State v. King
299 Kan. 372
| Kan. | 2014Background
- Defendant Chris King lived with niece R.B. and her brother; R.B. later reported repeated sexual abuse by King between Sept. 2007 and Jan. 2008.
- R.B. testified to over 20 incidents in three locations (bedroom, bathroom, couch); the State also proved 11 discrete dates when King had opportunity to be alone with the children.
- King was charged with four counts: rape by penile penetration, rape by digital penetration, aggravated criminal sodomy, and aggravated indecent liberties; jury convicted on all counts.
- Trial included testimony about a prior allegation by another girl (J.B.) for which King had been acquitted; the trial court admitted that prior-allegation evidence.
- The trial court excluded evidence of earlier sexual-allegation reports R.B. made about two juveniles and evidence about R.B.’s mother’s sexual-abuse history; King also sought a downward departure under Jessica’s Law and was denied.
- On appeal the Kansas Supreme Court reversed all convictions because the trial court failed to give a unanimity instruction in a multiple-acts case and remanded for further proceedings.
Issues
| Issue | Plaintiff's Argument (State) | Defendant's Argument (King) | Held |
|---|---|---|---|
| Whether evidence presented showed multiple, factually separate acts requiring a unanimity instruction | The State argued King generally denied the allegations, so no unanimity instruction was required | King argued testimony showed many distinct incidents/dates and locations, so jury must agree on specific act for each count | Court: Multiple-acts evidence existed (different times/locations); failure to elect or give unanimity instruction required reversal of convictions |
| Admission of prior-allegation evidence (J.B.) acquitted earlier | State argued prior allegation evidence showed plan/modus operandi and under amended K.S.A. 60-455(d) could be admissible | King argued evidence inadmissible due to prior acquittal and risk of unfair prejudice/collateral estoppel | Court: Admission questionable; but under new 60-455(d) such evidence may be admissible on retrial; trial court must analyze collateral estoppel given prior acquittal |
| Exclusion of R.B.’s prior sexual-allegation reports against juveniles (rape-shield) | State maintained exclusion appropriate given vagueness and statutory protection of victim’s prior sexual conduct | King argued those allegations could explain R.B.’s sexual knowledge and behaviors, rebutting State’s theory | Court: Remand may allow district court to reassess relevance with more information; exclusion might change on retrial if probative and not vague |
| Denial of downward durational departure under Jessica’s Law (K.S.A. 21-4643) | State argued statute precluded departure absent unconstitutionality | King argued judge could consider mitigating factors because he had no prior criminal history and statute permits departures under subsection (d) | Court: Trial judge erred to conclude departures categorically precluded; departures permitted where statute authorizes and circumstances warrant; guidance for resentencing given |
Key Cases Cited
- State v. Voyles, 284 Kan. 239 (multiple-acts/unanimity requirement and reversible error analysis)

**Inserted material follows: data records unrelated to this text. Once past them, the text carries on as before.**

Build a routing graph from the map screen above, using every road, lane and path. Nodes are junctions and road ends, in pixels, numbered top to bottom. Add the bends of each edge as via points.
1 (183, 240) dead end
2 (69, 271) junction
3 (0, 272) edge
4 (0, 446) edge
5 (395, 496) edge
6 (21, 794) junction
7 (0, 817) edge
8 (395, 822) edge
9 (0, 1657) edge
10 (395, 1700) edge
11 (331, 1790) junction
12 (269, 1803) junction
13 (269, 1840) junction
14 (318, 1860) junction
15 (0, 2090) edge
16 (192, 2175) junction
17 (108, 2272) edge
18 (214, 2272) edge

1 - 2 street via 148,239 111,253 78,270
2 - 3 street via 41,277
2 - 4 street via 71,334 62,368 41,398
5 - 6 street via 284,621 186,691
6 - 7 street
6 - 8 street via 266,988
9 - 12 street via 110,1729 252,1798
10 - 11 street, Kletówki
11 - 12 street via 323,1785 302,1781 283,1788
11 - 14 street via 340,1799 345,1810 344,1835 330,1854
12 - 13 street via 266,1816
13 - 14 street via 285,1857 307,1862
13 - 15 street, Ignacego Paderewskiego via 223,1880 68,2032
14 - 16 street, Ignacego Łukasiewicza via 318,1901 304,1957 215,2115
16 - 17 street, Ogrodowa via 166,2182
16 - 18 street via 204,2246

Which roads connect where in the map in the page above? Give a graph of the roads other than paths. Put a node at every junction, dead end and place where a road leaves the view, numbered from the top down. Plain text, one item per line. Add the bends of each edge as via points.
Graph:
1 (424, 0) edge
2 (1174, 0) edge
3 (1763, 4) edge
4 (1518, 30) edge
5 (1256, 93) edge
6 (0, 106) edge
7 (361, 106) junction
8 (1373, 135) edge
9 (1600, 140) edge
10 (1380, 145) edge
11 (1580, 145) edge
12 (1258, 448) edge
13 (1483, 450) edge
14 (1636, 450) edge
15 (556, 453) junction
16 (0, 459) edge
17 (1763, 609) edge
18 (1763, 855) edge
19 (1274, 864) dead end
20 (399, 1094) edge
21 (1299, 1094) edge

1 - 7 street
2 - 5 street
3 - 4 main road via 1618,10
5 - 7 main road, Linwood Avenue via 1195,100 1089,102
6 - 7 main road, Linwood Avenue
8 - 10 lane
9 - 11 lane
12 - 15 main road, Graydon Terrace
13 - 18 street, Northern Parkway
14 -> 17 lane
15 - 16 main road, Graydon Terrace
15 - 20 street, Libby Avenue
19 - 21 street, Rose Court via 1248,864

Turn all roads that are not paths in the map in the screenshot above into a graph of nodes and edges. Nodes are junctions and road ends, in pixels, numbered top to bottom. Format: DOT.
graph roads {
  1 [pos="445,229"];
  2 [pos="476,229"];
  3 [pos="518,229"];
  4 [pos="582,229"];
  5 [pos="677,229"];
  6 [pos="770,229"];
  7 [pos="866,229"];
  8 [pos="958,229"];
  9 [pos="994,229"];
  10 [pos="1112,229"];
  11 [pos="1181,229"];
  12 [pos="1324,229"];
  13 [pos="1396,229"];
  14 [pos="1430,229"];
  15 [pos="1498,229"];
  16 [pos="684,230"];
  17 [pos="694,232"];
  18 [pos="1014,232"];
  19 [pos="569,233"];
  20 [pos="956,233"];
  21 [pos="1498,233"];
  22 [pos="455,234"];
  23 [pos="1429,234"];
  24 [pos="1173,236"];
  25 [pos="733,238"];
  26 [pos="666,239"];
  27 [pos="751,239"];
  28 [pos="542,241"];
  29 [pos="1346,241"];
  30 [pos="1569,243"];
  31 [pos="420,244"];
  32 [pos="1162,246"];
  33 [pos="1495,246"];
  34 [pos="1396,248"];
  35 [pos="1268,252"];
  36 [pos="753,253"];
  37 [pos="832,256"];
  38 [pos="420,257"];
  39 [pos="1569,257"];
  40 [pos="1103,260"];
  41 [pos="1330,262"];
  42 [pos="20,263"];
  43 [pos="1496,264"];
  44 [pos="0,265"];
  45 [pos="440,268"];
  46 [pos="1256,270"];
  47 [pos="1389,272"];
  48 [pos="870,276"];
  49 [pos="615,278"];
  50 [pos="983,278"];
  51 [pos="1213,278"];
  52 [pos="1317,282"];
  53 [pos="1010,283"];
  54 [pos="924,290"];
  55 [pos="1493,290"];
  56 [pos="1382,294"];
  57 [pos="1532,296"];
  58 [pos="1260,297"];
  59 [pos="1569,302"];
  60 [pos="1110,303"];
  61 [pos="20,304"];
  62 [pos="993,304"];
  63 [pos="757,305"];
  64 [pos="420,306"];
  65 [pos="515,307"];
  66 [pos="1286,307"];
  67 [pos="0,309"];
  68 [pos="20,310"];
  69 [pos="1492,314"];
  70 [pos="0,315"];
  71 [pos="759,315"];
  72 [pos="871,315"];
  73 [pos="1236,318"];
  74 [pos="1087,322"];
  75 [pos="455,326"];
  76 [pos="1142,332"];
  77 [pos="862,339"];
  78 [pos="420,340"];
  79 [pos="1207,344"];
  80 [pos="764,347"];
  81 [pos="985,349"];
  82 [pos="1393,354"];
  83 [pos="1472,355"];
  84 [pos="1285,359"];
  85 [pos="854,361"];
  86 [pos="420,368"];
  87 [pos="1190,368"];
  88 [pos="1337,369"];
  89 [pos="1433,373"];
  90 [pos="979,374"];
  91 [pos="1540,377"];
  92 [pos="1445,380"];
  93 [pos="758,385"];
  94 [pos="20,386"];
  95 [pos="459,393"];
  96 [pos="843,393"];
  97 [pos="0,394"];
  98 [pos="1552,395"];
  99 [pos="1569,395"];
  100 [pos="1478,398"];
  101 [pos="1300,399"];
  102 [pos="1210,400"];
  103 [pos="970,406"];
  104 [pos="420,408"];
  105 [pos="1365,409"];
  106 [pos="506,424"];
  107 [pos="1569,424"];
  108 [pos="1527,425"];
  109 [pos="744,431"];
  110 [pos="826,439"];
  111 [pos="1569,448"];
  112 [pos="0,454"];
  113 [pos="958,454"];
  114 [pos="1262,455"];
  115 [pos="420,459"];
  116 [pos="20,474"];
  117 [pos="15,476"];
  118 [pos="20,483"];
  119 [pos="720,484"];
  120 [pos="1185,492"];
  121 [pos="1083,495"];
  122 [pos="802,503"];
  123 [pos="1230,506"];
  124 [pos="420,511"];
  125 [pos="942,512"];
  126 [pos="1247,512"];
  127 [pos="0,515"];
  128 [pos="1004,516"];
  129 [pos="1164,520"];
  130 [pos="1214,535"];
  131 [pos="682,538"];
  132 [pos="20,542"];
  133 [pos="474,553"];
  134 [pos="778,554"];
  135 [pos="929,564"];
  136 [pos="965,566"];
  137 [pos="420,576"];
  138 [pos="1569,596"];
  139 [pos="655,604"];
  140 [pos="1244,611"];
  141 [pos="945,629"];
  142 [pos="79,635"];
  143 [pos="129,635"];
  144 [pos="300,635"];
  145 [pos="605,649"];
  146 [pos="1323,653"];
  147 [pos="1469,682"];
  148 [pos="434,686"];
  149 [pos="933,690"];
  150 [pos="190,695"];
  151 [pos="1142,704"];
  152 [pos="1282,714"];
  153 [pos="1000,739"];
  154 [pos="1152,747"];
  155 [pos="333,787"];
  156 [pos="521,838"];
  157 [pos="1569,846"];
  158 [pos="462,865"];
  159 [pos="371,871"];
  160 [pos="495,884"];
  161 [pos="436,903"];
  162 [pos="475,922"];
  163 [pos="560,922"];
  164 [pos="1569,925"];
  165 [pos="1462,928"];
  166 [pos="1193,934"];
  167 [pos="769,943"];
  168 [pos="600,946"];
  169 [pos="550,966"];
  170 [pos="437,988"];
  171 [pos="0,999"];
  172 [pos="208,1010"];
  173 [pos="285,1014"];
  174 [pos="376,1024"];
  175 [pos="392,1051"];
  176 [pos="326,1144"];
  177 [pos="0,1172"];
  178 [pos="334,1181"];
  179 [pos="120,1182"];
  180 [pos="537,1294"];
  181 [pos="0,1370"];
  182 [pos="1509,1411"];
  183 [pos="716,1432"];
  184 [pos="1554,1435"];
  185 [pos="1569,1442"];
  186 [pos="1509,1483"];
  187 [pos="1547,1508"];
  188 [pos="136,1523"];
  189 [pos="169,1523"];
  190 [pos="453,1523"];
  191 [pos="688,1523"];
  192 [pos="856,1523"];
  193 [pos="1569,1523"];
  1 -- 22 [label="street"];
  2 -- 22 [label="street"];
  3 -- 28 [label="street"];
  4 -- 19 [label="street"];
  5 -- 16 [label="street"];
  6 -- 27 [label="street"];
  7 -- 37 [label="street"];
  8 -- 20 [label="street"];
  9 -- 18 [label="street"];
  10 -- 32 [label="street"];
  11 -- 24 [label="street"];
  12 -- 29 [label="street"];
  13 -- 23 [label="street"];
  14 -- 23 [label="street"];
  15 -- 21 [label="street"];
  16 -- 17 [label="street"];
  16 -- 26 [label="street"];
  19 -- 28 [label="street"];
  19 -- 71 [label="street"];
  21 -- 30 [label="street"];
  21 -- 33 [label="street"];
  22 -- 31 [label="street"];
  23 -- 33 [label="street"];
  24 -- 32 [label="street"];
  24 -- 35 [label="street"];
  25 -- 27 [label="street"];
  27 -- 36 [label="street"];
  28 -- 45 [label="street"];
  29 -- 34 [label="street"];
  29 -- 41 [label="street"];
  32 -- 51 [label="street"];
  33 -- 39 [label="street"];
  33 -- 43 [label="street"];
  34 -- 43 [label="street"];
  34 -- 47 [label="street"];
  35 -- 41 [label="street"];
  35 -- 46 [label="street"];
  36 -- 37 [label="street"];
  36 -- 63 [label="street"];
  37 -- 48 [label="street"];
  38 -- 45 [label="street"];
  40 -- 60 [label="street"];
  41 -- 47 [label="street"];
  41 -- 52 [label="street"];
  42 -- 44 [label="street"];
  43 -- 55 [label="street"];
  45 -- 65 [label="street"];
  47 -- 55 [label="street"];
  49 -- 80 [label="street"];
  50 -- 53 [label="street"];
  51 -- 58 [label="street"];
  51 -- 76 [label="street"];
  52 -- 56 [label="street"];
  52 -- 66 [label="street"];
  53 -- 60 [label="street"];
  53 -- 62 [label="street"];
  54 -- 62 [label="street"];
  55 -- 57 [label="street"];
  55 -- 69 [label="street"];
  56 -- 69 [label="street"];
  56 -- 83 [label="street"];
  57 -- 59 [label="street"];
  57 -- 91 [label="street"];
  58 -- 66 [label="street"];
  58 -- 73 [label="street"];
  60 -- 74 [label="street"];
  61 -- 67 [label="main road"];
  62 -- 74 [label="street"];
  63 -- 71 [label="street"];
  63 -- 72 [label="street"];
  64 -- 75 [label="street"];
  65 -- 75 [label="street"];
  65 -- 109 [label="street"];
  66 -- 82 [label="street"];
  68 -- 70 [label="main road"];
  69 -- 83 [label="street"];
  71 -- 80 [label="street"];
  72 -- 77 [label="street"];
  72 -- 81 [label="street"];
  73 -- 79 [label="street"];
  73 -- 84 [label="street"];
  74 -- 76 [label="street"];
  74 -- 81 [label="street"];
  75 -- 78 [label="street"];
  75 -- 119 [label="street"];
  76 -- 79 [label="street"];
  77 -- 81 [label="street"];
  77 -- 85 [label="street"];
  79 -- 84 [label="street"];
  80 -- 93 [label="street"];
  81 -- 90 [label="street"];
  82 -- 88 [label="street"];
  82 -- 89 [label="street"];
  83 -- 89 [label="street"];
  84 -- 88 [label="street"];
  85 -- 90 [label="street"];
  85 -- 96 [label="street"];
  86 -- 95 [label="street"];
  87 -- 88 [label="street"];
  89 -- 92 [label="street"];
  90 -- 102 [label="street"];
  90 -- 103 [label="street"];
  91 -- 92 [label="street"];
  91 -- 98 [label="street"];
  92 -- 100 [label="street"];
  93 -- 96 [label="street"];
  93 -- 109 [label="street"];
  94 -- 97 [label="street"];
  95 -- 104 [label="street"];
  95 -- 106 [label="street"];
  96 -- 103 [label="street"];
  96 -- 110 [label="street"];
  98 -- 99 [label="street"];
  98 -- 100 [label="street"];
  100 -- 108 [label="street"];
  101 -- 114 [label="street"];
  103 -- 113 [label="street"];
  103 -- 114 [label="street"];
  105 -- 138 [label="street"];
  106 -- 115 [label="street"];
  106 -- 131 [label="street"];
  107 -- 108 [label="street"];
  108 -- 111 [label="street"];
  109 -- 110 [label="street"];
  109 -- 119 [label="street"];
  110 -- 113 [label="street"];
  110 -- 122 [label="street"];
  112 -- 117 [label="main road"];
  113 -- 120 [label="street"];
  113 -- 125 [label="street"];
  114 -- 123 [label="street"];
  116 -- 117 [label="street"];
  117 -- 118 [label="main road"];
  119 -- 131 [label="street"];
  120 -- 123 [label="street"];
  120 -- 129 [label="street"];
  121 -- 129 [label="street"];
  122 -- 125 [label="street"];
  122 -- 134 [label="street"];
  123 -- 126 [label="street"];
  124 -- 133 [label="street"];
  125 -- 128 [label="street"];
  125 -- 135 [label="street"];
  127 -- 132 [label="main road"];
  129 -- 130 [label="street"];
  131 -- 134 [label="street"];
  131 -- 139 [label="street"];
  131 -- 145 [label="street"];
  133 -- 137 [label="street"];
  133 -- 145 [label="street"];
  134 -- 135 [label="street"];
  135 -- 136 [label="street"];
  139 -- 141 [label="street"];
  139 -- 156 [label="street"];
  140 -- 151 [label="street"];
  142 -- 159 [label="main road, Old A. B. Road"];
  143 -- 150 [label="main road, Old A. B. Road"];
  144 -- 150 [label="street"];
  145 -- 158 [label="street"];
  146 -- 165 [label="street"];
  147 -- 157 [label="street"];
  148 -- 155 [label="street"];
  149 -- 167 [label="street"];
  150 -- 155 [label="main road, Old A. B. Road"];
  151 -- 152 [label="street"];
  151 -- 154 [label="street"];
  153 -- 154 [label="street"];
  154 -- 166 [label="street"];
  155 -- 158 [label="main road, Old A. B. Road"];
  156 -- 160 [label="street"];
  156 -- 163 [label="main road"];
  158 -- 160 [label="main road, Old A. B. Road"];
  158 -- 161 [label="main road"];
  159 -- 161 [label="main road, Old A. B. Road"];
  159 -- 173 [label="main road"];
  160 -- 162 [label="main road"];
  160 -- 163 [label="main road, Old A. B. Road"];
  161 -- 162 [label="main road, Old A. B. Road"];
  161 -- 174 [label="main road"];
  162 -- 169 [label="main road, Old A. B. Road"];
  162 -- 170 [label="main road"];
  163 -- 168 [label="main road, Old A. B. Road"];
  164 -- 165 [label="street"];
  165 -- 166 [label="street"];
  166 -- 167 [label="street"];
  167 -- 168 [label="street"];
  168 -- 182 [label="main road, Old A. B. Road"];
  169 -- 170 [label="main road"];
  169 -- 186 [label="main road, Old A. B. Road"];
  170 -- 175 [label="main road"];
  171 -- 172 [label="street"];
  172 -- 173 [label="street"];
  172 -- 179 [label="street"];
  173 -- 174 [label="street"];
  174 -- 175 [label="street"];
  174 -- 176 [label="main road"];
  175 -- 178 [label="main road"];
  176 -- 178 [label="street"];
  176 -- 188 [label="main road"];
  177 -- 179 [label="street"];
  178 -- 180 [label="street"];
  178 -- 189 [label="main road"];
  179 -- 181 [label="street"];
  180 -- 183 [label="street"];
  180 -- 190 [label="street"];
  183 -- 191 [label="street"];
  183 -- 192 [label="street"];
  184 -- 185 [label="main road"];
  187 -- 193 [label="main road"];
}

- State v. Colston, 290 Kan. 952 (unitary conduct factors; single sodomy act vs multiple-acts analysis)
- State v. Trujillo, 296 Kan. 625 (standard for reviewing failure to give unanimity instruction)
- State v. Irons, 230 Kan. 138 (collateral estoppel and effect of prior acquittal on admissibility of prior-offense evidence)
- State v. Prine, 297 Kan. 460 (admission of prior sexual-misconduct evidence under K.S.A. 60-455 and amended subsection permitting propensity evidence)
- State v. Searles, 246 Kan. 567 (distinguishing issues underlying acquittal to assess admissibility of same conduct later)
- State v. Reid, 286 Kan. 494 (standards for relevance/probative value review in evidentiary rulings)
- State v. Jolly, 291 Kan. 842 (interpretation of Jessica’s Law departures)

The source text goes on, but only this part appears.